Doonesbury was such an important part of my generation's daily life for a long time--I remember how bereft we all were when Trudeau took a break for almost two years in the early 80s. In the 90s, his creation of Mr. Butts was a morale boost when I was making my own critiques of the tobacco industry and its campaigns to hook the young, which eventually cost me my newspaper column in Pittsburgh. But through all the counterculture and politics, Trudeau created a family of characters that took on lives of their own, and begat another generation or two.

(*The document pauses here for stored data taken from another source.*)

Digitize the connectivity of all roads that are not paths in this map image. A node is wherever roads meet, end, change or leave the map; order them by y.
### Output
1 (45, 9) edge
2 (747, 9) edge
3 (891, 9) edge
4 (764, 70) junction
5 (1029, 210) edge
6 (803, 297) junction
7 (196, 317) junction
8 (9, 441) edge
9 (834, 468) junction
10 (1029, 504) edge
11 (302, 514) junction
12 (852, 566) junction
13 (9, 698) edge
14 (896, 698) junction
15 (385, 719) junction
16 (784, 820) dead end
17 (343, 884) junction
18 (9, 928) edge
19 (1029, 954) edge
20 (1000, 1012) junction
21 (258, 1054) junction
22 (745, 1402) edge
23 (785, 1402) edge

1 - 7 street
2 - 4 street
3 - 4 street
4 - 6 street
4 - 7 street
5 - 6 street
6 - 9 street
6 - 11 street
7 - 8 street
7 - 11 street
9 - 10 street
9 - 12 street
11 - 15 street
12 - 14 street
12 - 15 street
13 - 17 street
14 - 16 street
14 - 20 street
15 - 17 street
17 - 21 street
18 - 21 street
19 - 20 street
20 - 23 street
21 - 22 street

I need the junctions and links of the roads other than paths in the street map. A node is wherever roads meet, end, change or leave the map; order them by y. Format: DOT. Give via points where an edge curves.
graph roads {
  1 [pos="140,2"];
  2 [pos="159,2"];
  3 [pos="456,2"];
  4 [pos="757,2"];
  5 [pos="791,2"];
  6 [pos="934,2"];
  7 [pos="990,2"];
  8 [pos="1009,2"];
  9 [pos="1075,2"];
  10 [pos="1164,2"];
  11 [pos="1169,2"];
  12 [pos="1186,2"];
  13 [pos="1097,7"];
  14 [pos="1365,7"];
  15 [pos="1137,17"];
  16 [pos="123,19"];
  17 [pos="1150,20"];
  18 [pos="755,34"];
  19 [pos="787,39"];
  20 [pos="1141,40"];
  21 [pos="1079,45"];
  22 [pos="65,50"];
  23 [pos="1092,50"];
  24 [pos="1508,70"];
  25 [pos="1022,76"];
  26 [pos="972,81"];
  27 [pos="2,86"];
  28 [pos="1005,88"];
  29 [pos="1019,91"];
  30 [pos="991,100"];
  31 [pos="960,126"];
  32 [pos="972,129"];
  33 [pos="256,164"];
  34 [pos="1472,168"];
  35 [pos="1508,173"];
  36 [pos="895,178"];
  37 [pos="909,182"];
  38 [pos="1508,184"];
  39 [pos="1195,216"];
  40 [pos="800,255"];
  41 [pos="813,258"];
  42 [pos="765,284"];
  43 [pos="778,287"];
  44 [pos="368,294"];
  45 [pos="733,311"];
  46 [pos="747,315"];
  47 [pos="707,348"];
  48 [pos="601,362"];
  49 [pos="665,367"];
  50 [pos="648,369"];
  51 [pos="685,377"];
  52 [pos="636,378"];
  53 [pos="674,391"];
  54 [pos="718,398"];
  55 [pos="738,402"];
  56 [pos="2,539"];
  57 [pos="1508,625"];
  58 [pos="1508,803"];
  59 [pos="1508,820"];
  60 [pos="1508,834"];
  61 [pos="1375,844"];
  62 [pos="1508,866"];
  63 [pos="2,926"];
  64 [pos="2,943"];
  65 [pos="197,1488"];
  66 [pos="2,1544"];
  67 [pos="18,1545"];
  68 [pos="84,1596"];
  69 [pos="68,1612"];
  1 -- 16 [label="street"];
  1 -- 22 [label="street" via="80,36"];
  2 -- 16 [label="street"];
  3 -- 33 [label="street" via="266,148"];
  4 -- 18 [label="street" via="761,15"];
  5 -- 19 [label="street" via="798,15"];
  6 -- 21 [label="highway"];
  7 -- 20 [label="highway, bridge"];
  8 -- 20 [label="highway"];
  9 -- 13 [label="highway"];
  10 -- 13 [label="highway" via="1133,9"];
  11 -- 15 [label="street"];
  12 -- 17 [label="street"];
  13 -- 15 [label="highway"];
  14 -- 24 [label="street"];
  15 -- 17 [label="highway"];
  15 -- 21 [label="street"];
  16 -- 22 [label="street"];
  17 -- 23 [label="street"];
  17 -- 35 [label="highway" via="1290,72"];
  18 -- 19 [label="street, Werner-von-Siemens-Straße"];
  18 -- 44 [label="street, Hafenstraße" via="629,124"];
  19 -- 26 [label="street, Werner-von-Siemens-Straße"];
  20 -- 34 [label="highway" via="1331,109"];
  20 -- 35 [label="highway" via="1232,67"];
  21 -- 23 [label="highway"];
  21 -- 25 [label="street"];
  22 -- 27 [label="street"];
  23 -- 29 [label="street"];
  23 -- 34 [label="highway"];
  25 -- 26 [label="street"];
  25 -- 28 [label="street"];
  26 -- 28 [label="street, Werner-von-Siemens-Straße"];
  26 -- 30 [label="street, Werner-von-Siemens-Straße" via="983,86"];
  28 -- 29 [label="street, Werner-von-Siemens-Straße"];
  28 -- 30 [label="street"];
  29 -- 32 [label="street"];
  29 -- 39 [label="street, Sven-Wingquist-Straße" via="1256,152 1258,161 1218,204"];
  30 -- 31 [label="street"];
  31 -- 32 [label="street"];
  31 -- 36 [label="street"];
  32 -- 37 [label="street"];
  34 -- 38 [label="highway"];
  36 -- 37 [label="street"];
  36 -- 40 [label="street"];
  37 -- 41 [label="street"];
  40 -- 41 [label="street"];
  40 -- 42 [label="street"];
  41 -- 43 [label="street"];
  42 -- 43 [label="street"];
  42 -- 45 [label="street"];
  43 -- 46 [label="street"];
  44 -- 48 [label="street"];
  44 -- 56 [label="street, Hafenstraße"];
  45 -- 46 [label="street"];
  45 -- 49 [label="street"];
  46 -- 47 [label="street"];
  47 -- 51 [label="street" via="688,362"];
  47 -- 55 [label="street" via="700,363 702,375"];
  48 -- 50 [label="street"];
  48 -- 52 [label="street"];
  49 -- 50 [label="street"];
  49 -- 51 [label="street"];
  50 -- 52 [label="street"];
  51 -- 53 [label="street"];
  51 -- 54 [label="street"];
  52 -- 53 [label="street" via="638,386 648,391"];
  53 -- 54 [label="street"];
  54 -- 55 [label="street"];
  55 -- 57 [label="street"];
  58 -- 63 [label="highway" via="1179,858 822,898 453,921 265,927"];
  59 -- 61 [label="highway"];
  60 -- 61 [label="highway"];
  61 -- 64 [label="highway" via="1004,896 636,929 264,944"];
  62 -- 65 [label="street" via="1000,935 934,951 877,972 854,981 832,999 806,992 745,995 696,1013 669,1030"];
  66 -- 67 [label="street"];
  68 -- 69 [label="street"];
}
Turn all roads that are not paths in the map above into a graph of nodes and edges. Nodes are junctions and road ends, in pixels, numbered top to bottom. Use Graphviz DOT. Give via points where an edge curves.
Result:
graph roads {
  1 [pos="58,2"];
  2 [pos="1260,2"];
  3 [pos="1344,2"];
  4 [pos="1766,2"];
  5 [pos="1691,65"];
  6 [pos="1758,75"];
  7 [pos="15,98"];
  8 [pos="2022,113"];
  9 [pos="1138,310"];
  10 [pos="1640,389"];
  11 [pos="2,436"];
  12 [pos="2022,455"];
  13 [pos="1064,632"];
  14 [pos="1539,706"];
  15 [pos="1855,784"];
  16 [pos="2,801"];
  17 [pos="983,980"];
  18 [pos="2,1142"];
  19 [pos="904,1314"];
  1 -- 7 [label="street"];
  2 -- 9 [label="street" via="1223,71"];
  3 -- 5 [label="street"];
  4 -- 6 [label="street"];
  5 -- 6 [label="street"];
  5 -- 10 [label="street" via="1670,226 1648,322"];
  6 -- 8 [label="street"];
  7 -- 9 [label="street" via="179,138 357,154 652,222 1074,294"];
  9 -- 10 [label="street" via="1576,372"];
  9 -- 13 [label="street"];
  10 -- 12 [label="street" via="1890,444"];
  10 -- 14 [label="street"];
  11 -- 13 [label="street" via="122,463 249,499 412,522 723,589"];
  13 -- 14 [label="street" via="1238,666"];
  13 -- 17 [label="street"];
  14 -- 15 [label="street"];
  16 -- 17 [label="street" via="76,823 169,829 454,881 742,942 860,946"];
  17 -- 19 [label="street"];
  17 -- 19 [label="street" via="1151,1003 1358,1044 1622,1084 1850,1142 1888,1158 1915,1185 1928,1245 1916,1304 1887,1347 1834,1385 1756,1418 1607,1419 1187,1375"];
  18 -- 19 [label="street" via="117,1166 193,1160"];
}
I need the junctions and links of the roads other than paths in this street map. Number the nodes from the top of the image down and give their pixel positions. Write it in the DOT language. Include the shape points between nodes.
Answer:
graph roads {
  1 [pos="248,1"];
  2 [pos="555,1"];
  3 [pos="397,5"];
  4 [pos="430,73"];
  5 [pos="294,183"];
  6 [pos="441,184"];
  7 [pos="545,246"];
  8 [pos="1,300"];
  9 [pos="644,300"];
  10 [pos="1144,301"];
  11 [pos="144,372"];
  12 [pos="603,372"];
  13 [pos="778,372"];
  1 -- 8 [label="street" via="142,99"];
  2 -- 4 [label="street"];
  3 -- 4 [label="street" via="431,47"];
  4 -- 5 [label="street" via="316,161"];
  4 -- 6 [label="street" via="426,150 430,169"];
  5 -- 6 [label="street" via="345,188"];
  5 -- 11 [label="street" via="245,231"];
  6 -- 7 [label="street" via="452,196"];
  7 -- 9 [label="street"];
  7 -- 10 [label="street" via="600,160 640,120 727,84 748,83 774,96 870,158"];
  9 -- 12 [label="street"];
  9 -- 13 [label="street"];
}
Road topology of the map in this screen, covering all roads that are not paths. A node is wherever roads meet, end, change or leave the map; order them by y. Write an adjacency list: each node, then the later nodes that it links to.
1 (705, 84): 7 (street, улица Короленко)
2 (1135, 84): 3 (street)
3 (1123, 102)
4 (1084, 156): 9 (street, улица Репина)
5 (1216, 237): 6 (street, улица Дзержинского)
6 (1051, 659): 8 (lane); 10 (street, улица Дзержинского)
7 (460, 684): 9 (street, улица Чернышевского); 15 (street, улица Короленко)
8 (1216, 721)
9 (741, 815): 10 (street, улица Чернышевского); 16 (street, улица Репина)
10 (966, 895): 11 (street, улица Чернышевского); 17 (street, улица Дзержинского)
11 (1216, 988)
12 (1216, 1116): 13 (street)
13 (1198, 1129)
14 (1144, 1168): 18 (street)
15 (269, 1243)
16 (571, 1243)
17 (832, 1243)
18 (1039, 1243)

This ongoing multigenerational storytelling is generously presented in this large, coffee-table size volume, including many color illustrations and some big, breathtaking panels. The evolution of Trudeau's artwork is made delightfully clear. I don't know how I feel about some of the commercialization of the characters, but I suppose I shouldn't have believed I could get through this review without using the word "iconic."
The text ends with some worries about the future of Doonesbury, tied so closely to the fading fate of daily newspapers. But some final words from Trudeau are especially welcome today, the official date of the book's publication, which is also an election day expected to be not much short of apocalyptic. "I'm the opposite of a cynic," Trudeau says with a smile. "I have a child-like faith in our better angels, and that sense of optimism informs the strip in every way. I really do believe we can get it right."
Still, stick around at least until 2012, G.B. I think we're going to need you.
Monday, November 01, 2010
Holiday Gift Books 2010
Sarah: The Life of Sarah Bernhardt
by Robert Gottlieb
This is the first in a Yale series on Jewish Lives. It's the first new biography in English of Sarah Bernhardt in awhile apparently, and the author is the former editor in chief of several publishing houses as well as the New Yorker. He currently writes for the New Yorker and the New York Review of Books, where a detailed appreciation of this and other books on Bernhardt can be found.
Gottlieb reputedly casts a skeptical eye on some of the more outrageous stories Bernhardt told about herself, though this book records a lot of highs and lows--and excesses. My own interest was learning about her as an actress, but that's not this book apparently. Personally I wasn't drawn to her as a character, and I couldn't get beyond the writing, which is too florid for me. It is however a well-published book: handsome to the eye and to the hand, with sharp illustrations integrated throughout the text. So if there are people on your holiday shopping list who are interested in the Divine Sarah, this is an appropriate gift book.